Tartufo assieme ad altri ingredienti
Restando sul tartufo bianco, questo non dovrebbe essere accoppiato ad altri ingredienti che ne depotenzino l’aroma, si è detto che va affettato o tritato e poi posto sul piatto fumante, come anche oggi avviene, quindi se impiegato come aromatizzante del piatto questo è l’unico modo in cui può venir utilizzato.
Il tartufo bianco non regge comprimari invadenti ed eccessivamente marcati quali il formaggio, che resta comunque fondamentale al fine di insaporire paste o risotti. In quest’ultimo caso il tartufo non va grattugiarlo sul piatto, ma, impiegato nella fase di mantecatura o per realizzare la salsa per il condimento.
Il tartufo in tal senso e per tale impiego associato ad altri sapori forti quali lo sono quelli del formaggio, è paragonabile ad altri ingredienti di tipo aromatico e/o speziato quali:
- zafferano
- basilico
- erbe aromatiche
- spezie
accostare questi elementi ad altri sapori e odori necessita di lavorazioni culinarie specifiche, in sostanza devono essere incorporati nella cottura per regalare al piatto il gusto che merita, evitando di aggregarli a crudo.
Sapori della tradizione culinaria
Fin qui abbiamo osservato il tartufo bianco pregiato e rimanendo su quest’ultimo bisogna dire che alcuni piatti della tradizione e attualmente ancora preparati in vari luoghi d’Italia, ma il destino del tartufo più pregiato e più costoso del mondo è quello di unirsi perfettamente con i piatti più essenziali e semplici della tradizione culinaria popolare della nostra penisola, e di questi in realtà si è parlato solo parzialmente fin qui.

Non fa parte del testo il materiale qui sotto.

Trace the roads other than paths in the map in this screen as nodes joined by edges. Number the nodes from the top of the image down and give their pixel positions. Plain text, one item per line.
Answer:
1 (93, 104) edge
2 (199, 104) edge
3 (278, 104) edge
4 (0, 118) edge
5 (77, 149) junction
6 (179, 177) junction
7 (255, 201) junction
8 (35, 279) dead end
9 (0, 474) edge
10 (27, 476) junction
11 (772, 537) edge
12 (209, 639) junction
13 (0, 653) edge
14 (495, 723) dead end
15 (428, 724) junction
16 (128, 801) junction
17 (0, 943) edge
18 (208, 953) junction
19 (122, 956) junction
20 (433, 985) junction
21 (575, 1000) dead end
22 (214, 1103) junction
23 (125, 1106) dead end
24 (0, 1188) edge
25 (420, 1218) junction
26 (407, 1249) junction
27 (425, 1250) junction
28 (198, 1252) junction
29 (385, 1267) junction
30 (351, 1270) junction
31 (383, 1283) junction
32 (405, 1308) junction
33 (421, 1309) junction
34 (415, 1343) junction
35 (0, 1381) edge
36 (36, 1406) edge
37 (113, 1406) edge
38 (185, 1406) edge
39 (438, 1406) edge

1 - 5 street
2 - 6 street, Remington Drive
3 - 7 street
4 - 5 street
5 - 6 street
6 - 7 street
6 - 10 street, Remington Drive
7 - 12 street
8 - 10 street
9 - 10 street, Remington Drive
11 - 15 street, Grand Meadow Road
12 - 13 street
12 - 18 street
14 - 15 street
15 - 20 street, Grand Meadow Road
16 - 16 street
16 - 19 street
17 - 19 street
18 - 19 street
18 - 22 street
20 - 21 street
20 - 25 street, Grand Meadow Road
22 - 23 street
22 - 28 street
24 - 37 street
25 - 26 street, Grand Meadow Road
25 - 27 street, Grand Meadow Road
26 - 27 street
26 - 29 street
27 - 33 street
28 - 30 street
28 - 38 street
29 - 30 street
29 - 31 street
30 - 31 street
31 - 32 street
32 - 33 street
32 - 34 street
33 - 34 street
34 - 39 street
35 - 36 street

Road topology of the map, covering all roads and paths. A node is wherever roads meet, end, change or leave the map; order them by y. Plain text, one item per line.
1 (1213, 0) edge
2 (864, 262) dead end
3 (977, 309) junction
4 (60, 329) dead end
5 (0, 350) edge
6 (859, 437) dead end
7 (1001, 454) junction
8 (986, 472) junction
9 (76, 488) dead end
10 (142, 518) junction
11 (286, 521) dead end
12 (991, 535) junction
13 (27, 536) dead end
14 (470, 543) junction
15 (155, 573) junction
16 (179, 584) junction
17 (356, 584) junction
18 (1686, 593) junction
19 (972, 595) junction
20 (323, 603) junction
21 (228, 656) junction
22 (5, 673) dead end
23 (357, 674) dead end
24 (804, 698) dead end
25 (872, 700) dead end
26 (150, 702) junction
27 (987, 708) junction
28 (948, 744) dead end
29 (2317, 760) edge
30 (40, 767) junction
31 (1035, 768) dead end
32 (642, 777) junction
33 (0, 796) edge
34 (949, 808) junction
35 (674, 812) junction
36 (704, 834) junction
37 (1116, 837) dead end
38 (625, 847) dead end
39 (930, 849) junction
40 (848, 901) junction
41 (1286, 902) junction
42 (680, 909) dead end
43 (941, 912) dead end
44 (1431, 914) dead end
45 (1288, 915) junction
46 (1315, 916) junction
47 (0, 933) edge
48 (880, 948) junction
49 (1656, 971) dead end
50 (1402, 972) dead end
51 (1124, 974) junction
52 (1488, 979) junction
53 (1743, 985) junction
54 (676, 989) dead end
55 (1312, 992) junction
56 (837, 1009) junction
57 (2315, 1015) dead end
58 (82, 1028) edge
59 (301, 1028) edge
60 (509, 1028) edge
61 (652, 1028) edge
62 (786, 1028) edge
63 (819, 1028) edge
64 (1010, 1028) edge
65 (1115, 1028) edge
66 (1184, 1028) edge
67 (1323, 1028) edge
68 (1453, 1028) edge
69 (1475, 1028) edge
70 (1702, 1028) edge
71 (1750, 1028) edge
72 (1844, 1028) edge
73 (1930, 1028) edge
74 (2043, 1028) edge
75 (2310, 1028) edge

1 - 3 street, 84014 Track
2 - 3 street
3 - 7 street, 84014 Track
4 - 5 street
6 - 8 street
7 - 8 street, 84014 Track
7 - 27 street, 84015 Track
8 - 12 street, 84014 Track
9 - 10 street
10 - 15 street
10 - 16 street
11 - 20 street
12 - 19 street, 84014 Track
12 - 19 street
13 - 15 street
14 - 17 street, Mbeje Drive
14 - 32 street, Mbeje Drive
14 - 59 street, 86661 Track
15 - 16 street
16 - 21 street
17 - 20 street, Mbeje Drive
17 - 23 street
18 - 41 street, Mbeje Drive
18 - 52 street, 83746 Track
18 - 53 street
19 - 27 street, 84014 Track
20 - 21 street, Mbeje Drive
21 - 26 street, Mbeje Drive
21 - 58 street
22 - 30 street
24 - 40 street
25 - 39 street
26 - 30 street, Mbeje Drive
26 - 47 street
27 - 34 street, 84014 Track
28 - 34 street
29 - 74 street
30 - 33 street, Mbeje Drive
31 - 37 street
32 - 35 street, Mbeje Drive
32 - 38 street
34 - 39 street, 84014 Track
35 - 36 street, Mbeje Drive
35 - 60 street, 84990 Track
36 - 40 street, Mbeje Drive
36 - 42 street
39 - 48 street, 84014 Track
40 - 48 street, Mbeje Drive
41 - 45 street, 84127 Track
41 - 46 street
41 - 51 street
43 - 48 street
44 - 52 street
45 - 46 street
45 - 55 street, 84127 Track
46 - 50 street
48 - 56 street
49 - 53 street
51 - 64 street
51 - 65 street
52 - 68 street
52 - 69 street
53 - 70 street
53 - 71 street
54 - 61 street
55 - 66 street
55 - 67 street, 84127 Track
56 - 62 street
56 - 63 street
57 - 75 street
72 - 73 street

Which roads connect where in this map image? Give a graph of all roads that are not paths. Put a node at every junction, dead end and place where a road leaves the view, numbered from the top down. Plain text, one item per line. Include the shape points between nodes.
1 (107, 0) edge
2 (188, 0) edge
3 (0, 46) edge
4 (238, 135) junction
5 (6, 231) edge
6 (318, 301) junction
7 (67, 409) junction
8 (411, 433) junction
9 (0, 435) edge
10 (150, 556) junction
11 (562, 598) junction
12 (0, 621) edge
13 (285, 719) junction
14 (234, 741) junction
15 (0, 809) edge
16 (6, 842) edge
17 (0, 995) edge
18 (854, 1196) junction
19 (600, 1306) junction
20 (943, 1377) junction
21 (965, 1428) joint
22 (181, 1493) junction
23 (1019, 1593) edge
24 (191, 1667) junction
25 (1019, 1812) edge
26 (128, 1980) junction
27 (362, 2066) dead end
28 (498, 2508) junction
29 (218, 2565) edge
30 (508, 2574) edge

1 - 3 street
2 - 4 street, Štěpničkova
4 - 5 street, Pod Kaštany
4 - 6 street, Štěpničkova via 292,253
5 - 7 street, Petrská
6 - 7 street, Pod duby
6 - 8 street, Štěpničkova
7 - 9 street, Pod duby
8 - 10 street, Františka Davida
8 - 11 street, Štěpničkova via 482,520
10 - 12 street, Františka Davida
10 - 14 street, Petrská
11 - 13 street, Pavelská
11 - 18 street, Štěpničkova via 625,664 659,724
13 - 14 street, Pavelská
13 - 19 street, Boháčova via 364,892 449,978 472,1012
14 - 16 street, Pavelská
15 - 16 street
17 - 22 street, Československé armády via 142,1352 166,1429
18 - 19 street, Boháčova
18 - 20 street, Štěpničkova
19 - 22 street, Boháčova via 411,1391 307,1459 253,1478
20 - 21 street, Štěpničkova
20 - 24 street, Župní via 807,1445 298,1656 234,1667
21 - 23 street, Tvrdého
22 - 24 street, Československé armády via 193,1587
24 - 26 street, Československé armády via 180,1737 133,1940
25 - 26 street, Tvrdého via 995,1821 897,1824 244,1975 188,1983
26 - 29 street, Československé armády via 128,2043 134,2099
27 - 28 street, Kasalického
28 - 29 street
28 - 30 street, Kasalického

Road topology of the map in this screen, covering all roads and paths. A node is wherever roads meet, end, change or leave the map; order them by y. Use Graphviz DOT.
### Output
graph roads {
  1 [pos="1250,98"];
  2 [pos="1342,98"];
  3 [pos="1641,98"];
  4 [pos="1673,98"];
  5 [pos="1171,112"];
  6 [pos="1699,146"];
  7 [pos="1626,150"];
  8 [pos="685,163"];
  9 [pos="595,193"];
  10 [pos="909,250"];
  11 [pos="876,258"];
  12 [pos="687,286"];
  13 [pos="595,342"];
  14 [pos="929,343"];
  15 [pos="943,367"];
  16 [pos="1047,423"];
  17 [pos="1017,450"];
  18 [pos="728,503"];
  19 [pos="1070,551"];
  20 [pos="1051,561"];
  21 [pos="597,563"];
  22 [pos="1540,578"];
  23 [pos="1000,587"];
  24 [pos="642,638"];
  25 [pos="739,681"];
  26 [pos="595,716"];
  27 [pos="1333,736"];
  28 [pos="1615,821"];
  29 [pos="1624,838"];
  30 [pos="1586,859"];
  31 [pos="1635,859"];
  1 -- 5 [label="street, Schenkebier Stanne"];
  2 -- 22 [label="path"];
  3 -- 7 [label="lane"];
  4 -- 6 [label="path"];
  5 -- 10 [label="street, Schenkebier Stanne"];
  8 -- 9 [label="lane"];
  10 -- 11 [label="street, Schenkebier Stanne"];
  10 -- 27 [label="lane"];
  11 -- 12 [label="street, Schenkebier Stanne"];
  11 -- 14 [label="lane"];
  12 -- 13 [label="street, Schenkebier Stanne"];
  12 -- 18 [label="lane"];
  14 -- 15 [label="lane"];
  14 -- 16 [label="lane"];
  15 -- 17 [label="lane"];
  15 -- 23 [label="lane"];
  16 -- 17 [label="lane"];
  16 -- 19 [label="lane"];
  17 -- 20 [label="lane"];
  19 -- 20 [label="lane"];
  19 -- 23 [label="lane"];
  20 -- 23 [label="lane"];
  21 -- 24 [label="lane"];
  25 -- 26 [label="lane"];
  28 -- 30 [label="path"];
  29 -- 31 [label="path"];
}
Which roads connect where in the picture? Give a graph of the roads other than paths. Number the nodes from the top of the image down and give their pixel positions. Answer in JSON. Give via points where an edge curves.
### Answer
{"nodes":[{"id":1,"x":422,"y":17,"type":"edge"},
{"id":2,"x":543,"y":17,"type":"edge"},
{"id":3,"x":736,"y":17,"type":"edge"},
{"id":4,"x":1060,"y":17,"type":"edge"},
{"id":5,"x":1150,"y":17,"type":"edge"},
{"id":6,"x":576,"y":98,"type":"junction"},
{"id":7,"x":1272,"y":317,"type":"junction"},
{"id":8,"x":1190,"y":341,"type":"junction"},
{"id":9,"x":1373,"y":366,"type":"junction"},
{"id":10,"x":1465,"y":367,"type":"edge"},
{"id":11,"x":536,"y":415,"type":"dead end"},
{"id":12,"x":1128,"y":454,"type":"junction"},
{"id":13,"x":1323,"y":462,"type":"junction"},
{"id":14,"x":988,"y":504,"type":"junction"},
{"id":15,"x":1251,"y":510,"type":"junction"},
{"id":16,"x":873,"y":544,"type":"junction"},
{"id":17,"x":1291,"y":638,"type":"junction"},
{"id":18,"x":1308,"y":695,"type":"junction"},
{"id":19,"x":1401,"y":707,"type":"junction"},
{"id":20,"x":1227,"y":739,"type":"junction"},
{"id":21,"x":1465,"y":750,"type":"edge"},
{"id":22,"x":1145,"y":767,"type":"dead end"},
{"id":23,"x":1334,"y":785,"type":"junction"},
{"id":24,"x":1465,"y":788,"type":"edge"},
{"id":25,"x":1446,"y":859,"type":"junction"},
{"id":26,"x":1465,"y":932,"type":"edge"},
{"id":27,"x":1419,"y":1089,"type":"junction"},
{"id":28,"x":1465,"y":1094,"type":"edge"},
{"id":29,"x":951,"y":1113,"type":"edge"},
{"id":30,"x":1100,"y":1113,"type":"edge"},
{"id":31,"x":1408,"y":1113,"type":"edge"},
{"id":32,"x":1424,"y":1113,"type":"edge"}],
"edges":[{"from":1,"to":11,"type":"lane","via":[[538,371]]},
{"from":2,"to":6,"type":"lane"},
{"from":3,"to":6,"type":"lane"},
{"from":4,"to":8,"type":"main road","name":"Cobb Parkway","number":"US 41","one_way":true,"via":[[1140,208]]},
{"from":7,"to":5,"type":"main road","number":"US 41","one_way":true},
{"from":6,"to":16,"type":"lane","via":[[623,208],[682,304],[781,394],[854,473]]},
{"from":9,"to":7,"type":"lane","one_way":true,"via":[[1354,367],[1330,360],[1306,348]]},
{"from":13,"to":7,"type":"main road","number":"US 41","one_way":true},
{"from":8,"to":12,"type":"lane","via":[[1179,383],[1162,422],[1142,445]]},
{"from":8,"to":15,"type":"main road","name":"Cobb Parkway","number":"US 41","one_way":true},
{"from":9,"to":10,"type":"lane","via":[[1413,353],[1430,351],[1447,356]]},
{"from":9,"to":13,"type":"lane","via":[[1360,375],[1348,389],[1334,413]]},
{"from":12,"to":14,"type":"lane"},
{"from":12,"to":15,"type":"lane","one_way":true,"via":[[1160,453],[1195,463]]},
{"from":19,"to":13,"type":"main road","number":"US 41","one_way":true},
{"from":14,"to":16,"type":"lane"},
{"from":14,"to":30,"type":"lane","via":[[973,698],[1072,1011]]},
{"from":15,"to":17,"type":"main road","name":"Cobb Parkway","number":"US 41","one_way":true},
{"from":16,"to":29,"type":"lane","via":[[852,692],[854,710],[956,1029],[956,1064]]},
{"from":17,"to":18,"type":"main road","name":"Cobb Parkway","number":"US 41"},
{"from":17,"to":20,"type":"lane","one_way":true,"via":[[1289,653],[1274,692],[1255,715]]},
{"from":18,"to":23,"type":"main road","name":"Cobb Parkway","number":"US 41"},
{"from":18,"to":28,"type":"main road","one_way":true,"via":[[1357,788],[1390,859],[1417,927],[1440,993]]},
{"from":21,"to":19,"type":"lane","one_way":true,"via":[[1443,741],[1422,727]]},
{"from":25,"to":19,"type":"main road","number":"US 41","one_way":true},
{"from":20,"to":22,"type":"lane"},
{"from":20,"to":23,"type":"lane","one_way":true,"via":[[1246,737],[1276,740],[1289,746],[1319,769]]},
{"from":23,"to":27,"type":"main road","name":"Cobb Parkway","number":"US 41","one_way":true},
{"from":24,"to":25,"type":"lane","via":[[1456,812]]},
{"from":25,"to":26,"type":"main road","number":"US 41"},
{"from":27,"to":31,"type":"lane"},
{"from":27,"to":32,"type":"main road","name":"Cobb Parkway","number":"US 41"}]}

In passato ad esempio i contadini che trovavano dei tartufi e non trovavano il modo di venderli, sceglievano di impiegarli affettati sulle uova o sulle zuppe appena preparate, magari sulle paste che venivano preparate attraverso condimenti “poveri”, oppure li cuocevano lievemente sulla pietra del camino calda, ponendo la cenere sopra di essi, come era prassi fare per gli antichi Romani.
La prassi di cuocere i tartufi sotto la cenere venne applicata in passato, esattamente nel XVI secolo, anche alle patate giunte dall’America in Italia, visto che era uso farlo per i tartufi, praticamente da sempre, le patate vennero “trattate” nel medesimo modo.
I piatti della tradizione gastronomica un tempo considerati poveri, in quanto basati su materie prime semplici e consumabili da tutti quali:
- pane
- uova
- cereali
- legumi
- vegetali (anche spontanei raccolti in campi aperti)
venivano associati a questa prelibatezza che è il tartufo, e questi piatti potevano contare su ulteriori ingredienti anch’essi molto pregiati, tra di essi spiccavano:
- olio extravergine d’oliva
- pecorino
e al centro il tartufo bianco pregiato, il tuber magnatum Pico che come noto matura da ottobre a dicembre. Ovviamente nel corso del tempo si sono avvicendate una serie di modifiche ai piatti poveri e pieni di gusto della tradizione, che oggi possiamo gustare nei luoghi della tradizione di raccolta e coltivazione del tartufo, tra questi la città di Alba ma non solo.